*** EXTRACTED RECORDS ***

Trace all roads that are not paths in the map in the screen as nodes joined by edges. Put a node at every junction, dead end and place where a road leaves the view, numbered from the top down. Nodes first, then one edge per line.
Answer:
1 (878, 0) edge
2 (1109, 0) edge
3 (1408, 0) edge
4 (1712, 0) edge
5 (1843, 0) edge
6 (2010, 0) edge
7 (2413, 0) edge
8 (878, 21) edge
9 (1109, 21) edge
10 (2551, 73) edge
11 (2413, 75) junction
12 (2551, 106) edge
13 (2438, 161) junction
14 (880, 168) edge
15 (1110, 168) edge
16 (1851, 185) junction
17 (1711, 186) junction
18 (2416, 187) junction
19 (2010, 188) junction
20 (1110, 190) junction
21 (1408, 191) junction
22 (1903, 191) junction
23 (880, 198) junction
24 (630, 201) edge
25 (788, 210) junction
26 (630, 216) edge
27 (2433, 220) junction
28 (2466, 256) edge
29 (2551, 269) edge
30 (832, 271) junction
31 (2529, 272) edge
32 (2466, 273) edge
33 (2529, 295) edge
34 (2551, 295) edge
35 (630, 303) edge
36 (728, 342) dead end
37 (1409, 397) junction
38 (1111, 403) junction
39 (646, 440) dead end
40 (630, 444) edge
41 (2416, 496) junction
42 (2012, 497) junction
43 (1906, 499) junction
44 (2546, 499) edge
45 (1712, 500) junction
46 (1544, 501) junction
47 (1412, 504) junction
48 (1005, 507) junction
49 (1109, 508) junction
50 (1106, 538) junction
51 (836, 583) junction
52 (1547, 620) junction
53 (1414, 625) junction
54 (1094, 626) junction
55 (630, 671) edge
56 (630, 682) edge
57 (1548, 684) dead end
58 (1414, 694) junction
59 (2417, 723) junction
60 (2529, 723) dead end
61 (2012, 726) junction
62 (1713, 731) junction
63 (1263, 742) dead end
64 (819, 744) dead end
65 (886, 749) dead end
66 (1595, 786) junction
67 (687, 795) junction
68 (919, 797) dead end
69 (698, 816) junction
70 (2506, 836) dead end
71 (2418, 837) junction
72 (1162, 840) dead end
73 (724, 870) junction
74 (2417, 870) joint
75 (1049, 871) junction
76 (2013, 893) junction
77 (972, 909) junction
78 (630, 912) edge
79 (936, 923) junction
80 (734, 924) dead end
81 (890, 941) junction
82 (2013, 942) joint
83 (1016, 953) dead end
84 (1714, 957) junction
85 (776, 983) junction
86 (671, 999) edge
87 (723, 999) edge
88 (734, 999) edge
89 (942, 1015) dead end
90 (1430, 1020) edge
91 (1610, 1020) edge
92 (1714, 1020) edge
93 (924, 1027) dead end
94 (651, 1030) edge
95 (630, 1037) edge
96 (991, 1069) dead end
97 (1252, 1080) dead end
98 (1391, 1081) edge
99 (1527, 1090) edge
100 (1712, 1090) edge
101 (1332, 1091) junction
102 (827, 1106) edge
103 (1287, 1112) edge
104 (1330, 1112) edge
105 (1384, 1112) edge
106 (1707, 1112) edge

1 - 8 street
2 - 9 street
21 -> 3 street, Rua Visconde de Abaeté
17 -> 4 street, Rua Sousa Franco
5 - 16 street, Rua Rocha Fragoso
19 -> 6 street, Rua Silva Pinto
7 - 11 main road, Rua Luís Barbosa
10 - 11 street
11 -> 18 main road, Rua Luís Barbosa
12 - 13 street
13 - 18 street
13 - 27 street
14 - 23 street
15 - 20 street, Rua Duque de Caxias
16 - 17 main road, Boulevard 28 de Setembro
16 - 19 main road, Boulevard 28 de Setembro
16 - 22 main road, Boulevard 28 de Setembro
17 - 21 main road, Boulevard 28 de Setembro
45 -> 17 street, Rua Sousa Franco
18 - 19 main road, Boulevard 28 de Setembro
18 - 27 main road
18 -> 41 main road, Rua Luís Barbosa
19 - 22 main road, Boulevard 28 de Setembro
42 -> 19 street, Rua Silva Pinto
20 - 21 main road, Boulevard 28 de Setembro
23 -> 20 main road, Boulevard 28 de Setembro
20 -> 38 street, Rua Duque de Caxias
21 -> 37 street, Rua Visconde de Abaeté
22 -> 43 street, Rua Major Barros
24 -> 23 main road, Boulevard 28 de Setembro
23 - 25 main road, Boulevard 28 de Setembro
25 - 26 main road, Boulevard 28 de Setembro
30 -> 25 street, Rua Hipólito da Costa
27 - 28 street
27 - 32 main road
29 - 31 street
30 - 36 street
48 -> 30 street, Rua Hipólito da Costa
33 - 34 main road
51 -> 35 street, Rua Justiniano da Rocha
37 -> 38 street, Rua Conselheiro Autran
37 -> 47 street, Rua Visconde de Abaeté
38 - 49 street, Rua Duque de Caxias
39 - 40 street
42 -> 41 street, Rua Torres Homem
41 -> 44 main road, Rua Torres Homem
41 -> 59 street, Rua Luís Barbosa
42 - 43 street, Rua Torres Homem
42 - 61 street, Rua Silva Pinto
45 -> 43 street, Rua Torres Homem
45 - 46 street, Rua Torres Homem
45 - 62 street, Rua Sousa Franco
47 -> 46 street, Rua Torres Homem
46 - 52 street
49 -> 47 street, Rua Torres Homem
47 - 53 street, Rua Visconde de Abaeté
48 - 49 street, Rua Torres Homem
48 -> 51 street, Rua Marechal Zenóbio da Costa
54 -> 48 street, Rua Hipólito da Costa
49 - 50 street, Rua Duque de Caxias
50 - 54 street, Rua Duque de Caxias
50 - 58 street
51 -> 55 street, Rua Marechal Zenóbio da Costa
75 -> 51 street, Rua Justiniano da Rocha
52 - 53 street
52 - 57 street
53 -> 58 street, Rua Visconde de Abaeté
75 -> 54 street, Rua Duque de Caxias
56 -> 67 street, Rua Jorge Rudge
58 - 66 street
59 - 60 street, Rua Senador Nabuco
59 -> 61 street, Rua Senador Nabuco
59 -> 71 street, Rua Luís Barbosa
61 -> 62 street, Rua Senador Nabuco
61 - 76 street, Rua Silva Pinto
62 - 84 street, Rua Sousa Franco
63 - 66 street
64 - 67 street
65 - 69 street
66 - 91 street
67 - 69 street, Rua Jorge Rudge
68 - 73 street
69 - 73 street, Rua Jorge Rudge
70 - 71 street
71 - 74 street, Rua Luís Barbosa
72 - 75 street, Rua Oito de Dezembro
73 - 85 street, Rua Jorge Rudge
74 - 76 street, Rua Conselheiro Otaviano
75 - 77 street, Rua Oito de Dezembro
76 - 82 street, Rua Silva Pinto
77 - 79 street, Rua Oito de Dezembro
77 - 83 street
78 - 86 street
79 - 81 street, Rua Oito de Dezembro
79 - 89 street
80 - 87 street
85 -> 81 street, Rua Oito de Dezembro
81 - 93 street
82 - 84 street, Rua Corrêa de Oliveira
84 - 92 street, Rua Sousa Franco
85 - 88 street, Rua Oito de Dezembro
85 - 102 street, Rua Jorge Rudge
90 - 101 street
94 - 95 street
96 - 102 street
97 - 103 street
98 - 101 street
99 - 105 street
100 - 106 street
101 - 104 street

*** End of EXTRACTED RECORDS ***

- **TASK BRIEF**: Reproduce every line of the records containing the string "Oito".

- **SOLVED EXERCISE**:
72 - 75 street, Rua Oito de Dezembro
75 - 77 street, Rua Oito de Dezembro
77 - 79 street, Rua Oito de Dezembro
79 - 81 street, Rua Oito de Dezembro
85 -> 81 street, Rua Oito de Dezembro
85 - 88 street, Rua Oito de Dezembro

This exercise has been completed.